Thutmose, babası öldüğünde hükmetmek için çok gençti ve Thutmosis III Tapınak Projesi'ne göre üvey annesi Hatshepsut'un firavunu ilan ettiğini söylemesi, yıllarca ertelendi. Qadesh ve Mitanni gibi rakip krallıklar, görünüşte savunmasız görünen bu dönemde Mısır'a meydan okumak için ayağa kalktı, ancak Thutmose kral olmadan önce güçlü bir askeri altyapı geliştirdi.

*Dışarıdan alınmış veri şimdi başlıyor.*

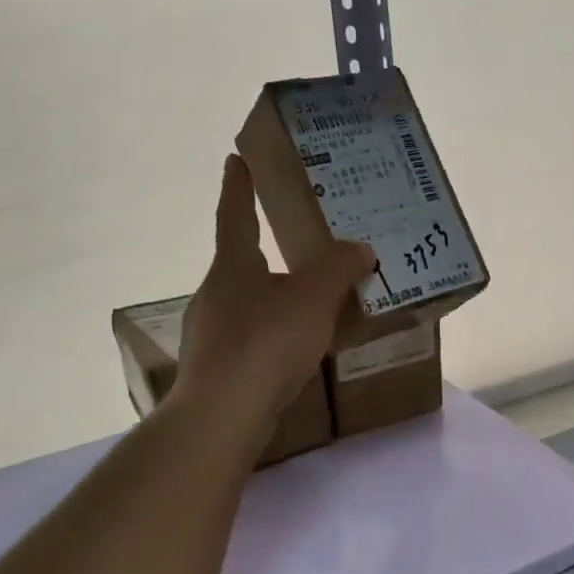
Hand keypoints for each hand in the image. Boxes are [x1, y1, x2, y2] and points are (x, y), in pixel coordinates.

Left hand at [175, 155, 373, 442]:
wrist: (223, 414)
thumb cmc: (266, 341)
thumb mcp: (313, 298)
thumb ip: (338, 269)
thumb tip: (361, 248)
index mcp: (233, 267)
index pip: (235, 216)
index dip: (239, 187)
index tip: (236, 159)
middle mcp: (216, 295)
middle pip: (241, 263)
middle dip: (264, 250)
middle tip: (297, 243)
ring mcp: (212, 335)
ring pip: (248, 304)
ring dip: (274, 297)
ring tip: (308, 302)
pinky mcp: (219, 370)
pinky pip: (253, 340)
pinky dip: (275, 335)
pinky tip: (296, 351)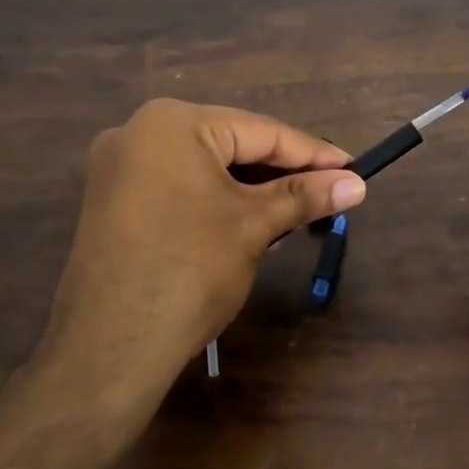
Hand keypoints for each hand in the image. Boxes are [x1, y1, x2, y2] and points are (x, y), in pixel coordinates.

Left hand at [38, 99, 365, 407]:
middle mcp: (138, 131)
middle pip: (230, 144)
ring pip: (203, 166)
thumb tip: (357, 184)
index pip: (260, 131)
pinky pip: (178, 186)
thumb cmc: (189, 272)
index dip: (312, 153)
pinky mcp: (112, 201)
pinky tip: (247, 217)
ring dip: (250, 186)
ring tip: (297, 206)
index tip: (353, 170)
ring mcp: (118, 167)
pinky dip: (215, 198)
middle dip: (280, 170)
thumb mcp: (253, 226)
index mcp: (172, 123)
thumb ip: (304, 196)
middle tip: (329, 190)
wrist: (110, 346)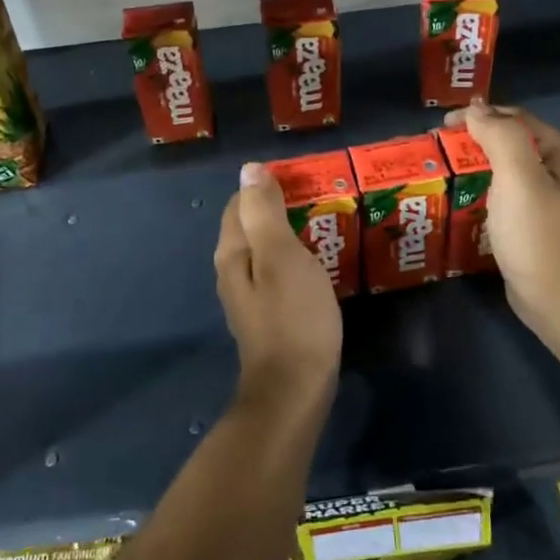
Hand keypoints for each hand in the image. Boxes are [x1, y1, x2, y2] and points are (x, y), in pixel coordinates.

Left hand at [215, 162, 342, 406]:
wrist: (294, 389)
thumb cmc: (292, 317)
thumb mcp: (281, 256)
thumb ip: (263, 212)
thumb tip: (249, 169)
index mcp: (232, 252)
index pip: (240, 203)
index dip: (268, 186)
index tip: (304, 180)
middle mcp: (233, 270)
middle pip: (252, 226)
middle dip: (282, 208)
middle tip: (323, 200)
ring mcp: (250, 296)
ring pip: (267, 250)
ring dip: (292, 234)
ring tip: (328, 226)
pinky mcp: (269, 315)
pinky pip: (280, 274)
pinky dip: (297, 260)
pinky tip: (320, 264)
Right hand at [445, 101, 559, 346]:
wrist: (559, 301)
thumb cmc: (538, 236)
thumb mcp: (519, 178)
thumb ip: (499, 137)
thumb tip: (476, 109)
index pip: (516, 118)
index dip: (480, 115)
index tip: (442, 126)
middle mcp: (558, 171)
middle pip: (511, 142)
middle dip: (474, 140)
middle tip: (438, 149)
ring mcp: (547, 200)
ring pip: (505, 169)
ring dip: (475, 165)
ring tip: (443, 170)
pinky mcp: (532, 224)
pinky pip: (503, 195)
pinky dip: (481, 189)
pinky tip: (461, 198)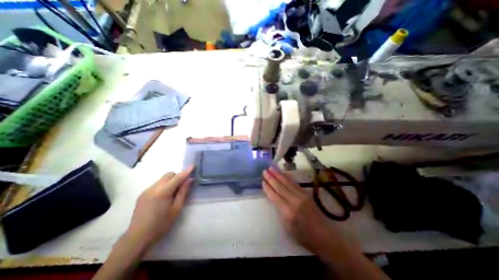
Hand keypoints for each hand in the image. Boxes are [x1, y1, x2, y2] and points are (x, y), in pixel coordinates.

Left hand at [125, 167, 193, 249]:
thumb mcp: (176, 208)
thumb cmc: (161, 224)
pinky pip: (157, 184)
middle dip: (178, 176)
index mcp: (163, 192)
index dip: (186, 171)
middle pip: (169, 174)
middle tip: (183, 185)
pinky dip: (164, 185)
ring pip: (163, 179)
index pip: (177, 177)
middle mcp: (154, 187)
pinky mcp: (143, 194)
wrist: (137, 238)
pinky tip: (164, 197)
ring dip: (171, 181)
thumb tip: (189, 180)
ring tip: (174, 192)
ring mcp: (147, 190)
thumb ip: (183, 192)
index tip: (193, 166)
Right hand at [261, 167, 338, 254]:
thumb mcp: (288, 227)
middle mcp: (294, 201)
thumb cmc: (304, 236)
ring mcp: (302, 195)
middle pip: (280, 186)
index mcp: (288, 211)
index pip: (274, 196)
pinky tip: (283, 173)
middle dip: (271, 178)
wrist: (324, 236)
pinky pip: (294, 183)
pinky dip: (288, 177)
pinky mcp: (306, 193)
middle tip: (264, 170)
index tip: (262, 181)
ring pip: (287, 182)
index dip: (268, 188)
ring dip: (278, 174)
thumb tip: (275, 198)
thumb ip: (281, 210)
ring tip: (271, 168)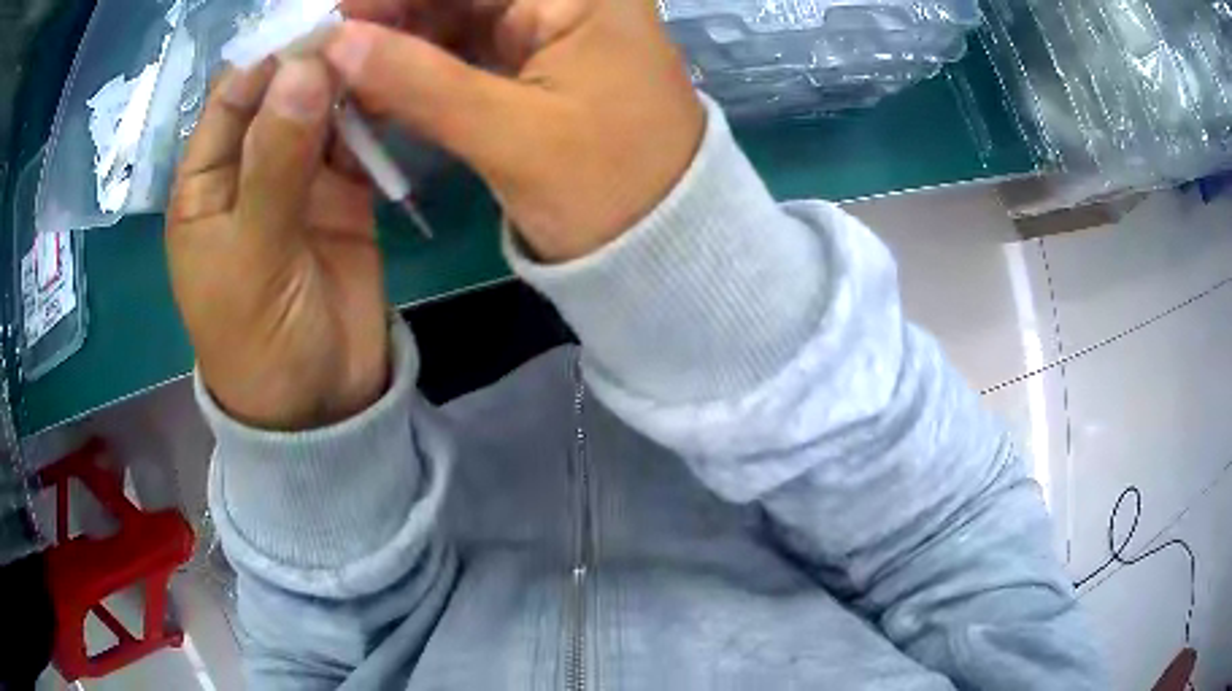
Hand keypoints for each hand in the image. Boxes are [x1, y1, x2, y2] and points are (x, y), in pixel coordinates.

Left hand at [167, 59, 388, 430]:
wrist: (321, 405)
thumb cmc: (259, 342)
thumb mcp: (252, 255)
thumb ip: (274, 161)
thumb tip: (304, 67)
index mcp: (205, 184)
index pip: (231, 98)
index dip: (270, 58)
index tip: (320, 27)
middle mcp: (248, 170)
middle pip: (280, 95)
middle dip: (316, 62)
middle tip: (364, 31)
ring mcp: (298, 179)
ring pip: (321, 111)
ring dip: (349, 83)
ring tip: (387, 50)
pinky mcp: (343, 194)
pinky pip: (357, 141)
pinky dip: (374, 115)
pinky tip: (396, 89)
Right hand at [327, 0, 704, 261]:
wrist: (664, 245)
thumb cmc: (609, 189)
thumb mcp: (511, 134)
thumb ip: (418, 82)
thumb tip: (336, 44)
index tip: (336, 18)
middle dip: (394, 13)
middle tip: (330, 49)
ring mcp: (553, 27)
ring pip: (458, 15)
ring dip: (401, 40)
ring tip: (342, 71)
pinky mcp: (537, 62)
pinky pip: (466, 48)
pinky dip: (421, 65)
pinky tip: (377, 84)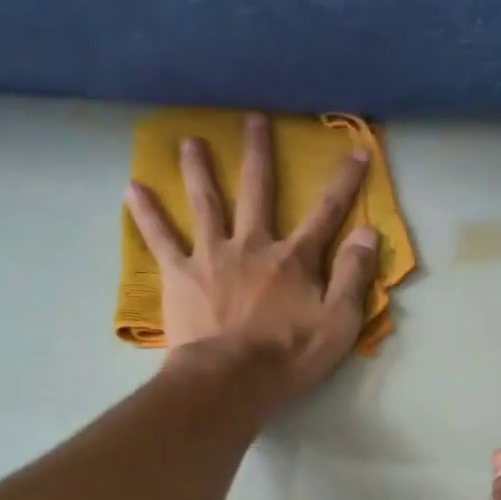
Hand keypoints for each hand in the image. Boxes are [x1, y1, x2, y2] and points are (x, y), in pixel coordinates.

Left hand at [124, 112, 378, 401]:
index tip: (356, 151)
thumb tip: (368, 233)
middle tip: (253, 119)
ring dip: (199, 170)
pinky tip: (132, 189)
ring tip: (190, 141)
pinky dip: (146, 214)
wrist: (230, 380)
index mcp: (293, 259)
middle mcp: (252, 245)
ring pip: (206, 203)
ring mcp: (212, 256)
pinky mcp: (180, 275)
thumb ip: (354, 276)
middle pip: (257, 191)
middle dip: (258, 154)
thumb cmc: (288, 356)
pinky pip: (160, 239)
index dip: (344, 182)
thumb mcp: (339, 323)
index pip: (326, 213)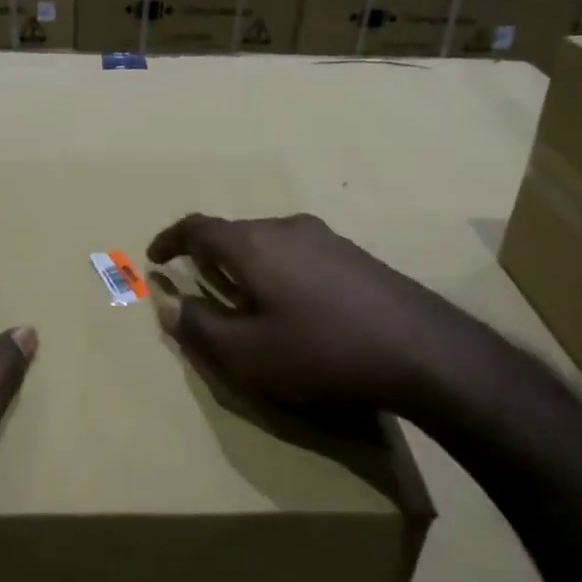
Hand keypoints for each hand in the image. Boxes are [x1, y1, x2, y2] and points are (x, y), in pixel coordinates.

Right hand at [147, 212, 482, 423]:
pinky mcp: (354, 255)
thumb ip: (200, 327)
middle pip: (234, 233)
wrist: (426, 352)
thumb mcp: (249, 354)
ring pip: (268, 242)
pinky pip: (298, 253)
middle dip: (208, 256)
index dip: (170, 240)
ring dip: (245, 264)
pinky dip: (277, 270)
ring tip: (245, 299)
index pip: (197, 228)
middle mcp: (286, 228)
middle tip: (200, 286)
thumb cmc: (323, 352)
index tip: (155, 257)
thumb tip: (167, 304)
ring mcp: (326, 238)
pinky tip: (294, 305)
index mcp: (253, 245)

Thutmose, Nubia, Filistin ve İsrail’deki şehirlere ve Lübnan ve Suriye’nin kıyı bölgelerine, PBS’nin stratejik saldırılarına başladı. Diğer firavunlardan daha fazla bölgeyi fethetmesi ve tarihteki en büyük tek hükümdar imparatorluğunu kontrol etmesiyle kredilendirildi. Thutmose'un en önemli savaşlarından biri Megiddo'daki Mitanianlara karşı gerçekleşti. Mısır ordusu, hızlı bir şekilde halkı sollayan bir sürpriz yolla geldi ve Mitannians kaynaklarını harcayana ve teslim olana kadar Megiddo'yu çevreleyen bölgeyi şiddetle işgal etti.
Bu ileri görüşlü kral, zekice diplomatik stratejileri nedeniyle övgüyle söz etti. Thutmose, liderlerin, çocuklarını eğitim için Mısır'a göndermelerini, imparatorlukla bağlarını sağlamlaştırmasını ve yabancı valilerin Thutmosis III Tapınak Projesi'ne göre isyan etmelerini engellemelerini istedi. Mısır, hükümdarlığı boyunca, cömert tapınaklar ve bahçeler de dahil olmak üzere bir dizi unutulmaz mimari projeye fon sağlayan, satın alınmış bölgelerden haraç toplayarak gelişmiştir.